PROBLEM
Tally the lines below that contain the word "pixel". Only the total should be given.

MATERIAL FOR THE TASK
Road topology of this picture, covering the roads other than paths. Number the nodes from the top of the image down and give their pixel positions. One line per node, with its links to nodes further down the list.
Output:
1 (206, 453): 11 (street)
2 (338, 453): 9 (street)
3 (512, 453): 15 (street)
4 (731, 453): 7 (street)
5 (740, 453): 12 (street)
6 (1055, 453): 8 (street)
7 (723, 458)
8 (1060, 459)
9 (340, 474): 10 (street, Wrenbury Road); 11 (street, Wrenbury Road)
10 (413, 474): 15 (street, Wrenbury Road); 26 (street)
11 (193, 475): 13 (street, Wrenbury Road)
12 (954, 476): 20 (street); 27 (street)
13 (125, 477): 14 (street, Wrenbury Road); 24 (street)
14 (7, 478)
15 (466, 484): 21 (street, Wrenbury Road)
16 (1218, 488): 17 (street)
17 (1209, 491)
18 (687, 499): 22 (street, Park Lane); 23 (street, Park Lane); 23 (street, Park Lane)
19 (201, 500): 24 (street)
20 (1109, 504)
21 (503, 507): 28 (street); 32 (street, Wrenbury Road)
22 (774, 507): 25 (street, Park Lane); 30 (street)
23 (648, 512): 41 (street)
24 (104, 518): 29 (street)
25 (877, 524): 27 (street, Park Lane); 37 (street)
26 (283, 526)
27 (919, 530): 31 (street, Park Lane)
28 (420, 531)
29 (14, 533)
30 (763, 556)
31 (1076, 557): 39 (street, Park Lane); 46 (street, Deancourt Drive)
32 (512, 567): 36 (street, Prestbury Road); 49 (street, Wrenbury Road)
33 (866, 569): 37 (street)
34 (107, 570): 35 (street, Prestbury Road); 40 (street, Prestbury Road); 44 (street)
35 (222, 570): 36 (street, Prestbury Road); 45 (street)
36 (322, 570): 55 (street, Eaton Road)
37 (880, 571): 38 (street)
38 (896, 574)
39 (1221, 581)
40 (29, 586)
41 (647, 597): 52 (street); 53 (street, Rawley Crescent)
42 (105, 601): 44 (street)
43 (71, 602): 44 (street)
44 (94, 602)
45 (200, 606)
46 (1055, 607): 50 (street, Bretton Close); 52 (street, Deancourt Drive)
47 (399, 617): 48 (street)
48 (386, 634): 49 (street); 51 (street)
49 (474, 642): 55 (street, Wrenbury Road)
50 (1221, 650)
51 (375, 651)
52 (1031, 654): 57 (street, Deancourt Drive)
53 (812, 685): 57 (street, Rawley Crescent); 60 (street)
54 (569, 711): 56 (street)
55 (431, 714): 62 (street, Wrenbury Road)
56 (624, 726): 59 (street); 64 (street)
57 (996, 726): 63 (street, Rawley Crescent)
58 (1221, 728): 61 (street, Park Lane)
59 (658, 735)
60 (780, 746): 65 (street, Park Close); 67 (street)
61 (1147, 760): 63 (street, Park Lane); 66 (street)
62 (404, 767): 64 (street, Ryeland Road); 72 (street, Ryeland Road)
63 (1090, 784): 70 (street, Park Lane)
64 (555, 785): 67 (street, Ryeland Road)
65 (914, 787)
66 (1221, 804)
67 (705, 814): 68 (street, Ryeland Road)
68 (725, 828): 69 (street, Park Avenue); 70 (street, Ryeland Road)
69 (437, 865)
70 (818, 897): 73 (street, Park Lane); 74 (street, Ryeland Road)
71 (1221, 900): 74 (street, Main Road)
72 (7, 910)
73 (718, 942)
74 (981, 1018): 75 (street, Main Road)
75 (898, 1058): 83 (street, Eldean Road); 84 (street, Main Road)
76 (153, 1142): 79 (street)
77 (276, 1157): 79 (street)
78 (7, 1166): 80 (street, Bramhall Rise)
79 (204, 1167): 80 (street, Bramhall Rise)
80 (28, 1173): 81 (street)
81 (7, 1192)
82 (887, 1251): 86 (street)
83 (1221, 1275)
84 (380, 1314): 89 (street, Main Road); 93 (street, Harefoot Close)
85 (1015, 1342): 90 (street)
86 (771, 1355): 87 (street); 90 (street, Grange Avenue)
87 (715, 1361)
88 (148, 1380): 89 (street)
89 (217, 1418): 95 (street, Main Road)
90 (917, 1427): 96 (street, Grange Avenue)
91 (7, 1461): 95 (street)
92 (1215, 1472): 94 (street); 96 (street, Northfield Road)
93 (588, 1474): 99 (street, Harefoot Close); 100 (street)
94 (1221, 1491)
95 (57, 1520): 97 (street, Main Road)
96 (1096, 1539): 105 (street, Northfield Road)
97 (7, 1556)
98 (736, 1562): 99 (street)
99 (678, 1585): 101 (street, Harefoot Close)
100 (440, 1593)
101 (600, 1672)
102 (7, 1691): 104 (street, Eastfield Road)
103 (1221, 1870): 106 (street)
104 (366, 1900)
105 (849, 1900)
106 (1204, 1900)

--

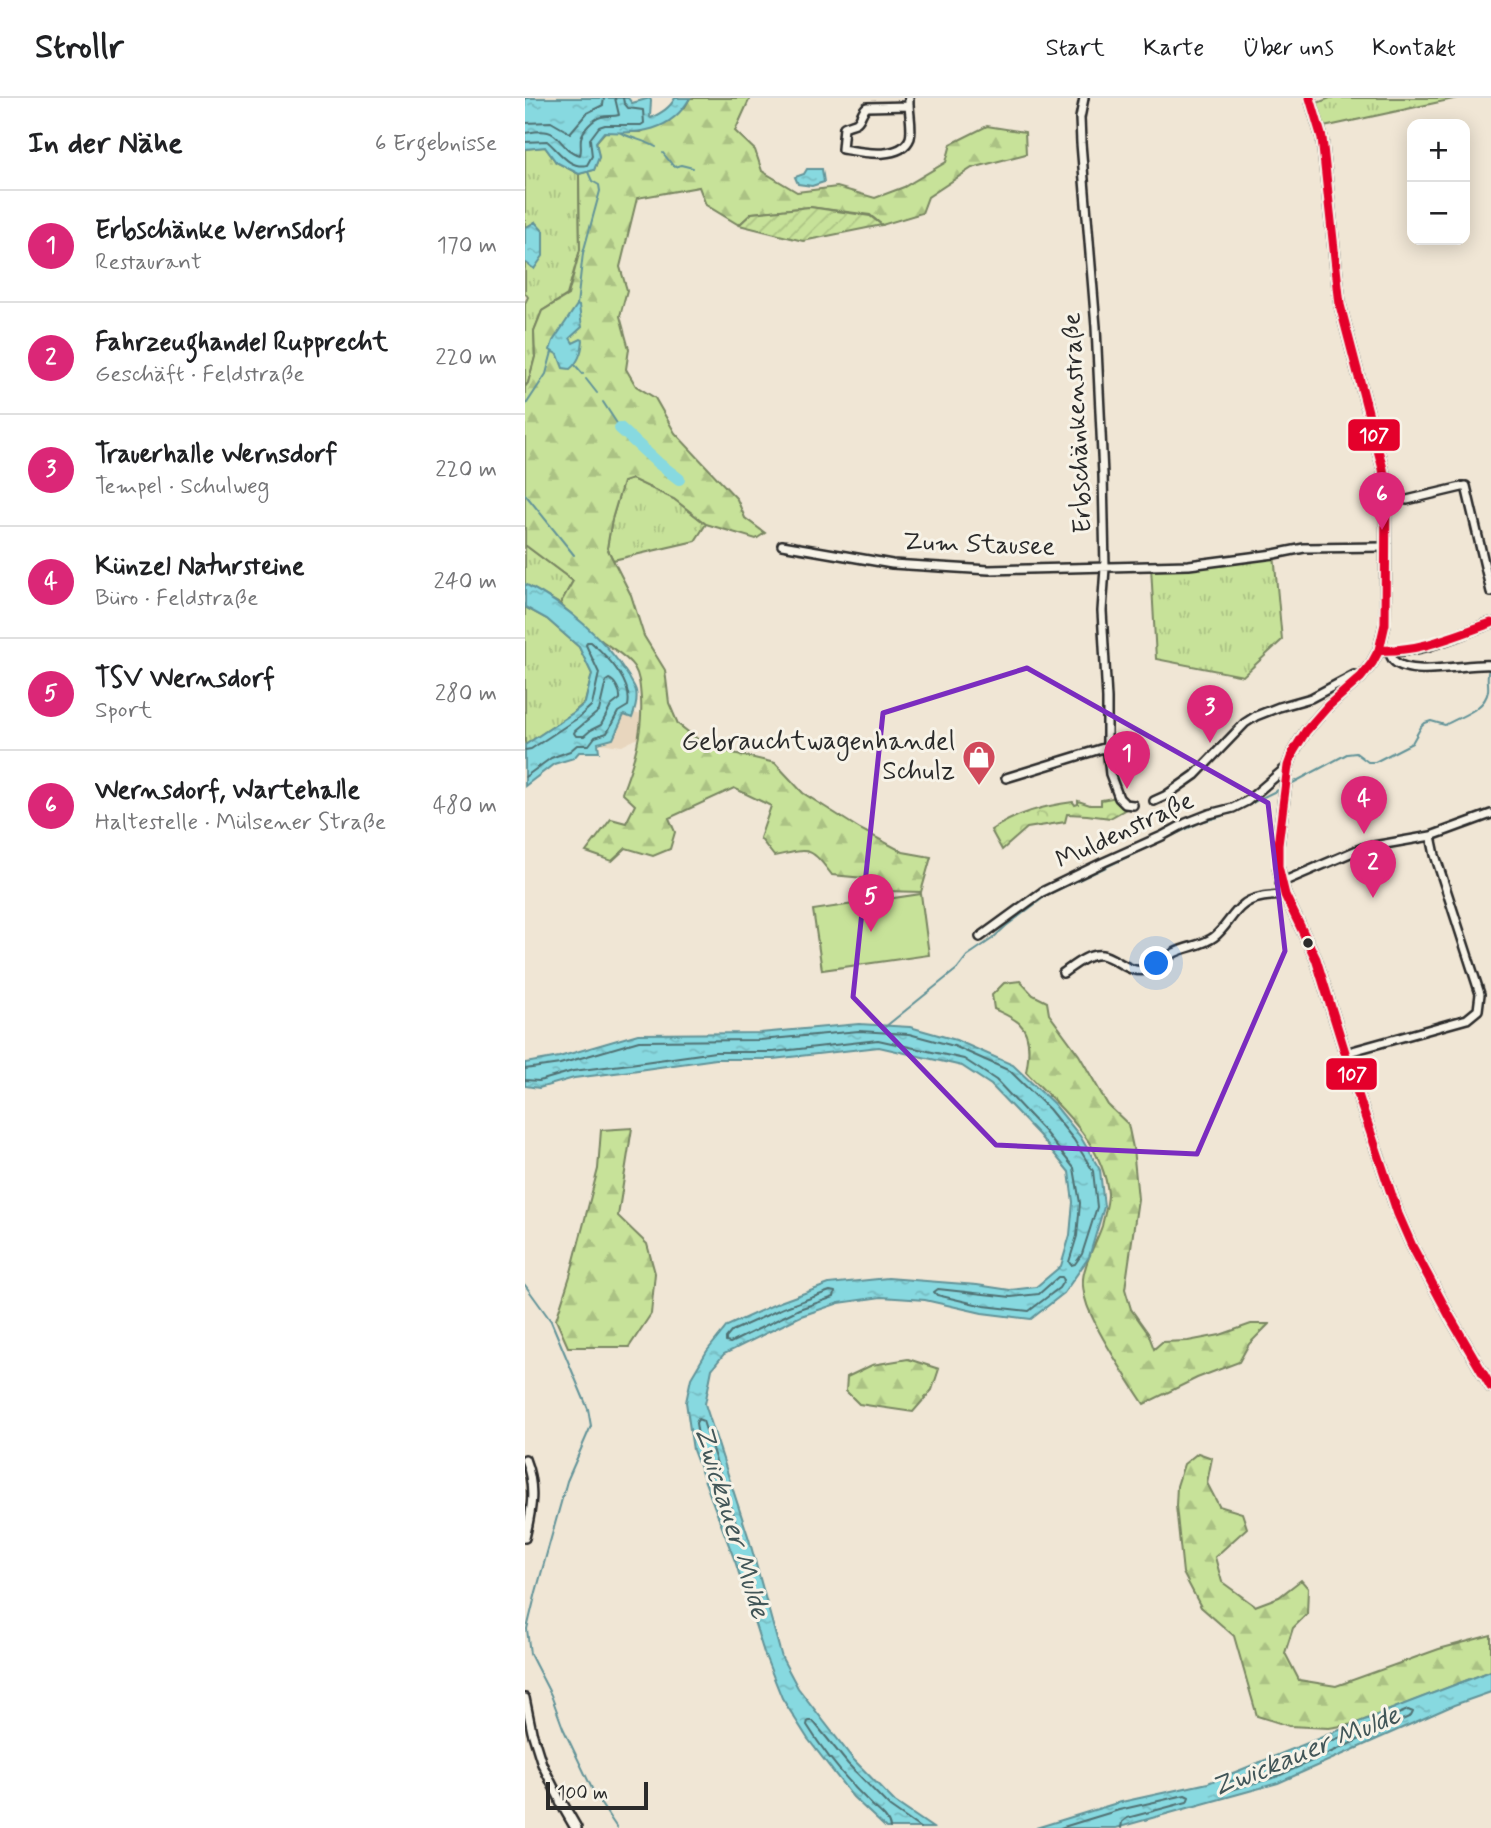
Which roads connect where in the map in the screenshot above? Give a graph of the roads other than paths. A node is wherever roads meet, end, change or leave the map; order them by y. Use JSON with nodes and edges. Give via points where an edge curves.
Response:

* * *

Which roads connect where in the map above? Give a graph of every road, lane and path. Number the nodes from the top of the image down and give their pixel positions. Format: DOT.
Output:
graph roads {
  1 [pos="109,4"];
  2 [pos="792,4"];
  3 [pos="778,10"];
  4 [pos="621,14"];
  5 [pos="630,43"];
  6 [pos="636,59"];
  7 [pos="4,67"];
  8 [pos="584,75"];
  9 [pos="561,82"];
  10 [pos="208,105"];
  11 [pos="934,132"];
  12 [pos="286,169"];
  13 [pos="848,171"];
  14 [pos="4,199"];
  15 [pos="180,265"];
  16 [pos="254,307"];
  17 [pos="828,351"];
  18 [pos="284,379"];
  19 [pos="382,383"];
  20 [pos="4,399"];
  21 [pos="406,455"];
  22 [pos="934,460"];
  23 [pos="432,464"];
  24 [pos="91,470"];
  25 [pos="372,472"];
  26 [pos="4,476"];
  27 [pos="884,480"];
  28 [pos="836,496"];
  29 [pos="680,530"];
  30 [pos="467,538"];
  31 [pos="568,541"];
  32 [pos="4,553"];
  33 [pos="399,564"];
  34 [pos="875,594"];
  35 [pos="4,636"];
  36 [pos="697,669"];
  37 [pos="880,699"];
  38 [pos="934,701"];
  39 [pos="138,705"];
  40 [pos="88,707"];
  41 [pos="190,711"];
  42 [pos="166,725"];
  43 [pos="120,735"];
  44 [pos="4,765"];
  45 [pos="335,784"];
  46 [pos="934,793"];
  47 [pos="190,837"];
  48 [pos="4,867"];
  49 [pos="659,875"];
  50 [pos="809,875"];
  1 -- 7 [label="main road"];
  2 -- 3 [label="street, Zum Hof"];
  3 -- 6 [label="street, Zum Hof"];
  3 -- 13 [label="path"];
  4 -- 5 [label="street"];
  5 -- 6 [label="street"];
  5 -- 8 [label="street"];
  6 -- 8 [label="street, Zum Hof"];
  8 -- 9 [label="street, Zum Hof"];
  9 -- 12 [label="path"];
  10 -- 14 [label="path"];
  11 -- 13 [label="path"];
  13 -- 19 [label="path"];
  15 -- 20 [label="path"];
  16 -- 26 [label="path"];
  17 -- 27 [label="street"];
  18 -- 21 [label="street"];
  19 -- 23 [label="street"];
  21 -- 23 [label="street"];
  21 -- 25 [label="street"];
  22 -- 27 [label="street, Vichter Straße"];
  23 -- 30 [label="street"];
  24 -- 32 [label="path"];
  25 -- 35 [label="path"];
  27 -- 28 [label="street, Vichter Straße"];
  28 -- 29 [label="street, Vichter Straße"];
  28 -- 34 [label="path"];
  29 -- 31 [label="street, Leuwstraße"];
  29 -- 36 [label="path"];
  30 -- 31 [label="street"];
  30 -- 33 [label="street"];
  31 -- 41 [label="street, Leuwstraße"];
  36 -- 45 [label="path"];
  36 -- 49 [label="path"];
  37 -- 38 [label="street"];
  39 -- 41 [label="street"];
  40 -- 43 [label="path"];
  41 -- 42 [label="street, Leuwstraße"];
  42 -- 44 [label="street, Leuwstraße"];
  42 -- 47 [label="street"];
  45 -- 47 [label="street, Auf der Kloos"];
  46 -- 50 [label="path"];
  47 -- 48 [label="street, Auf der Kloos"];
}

ANSWER AREA
2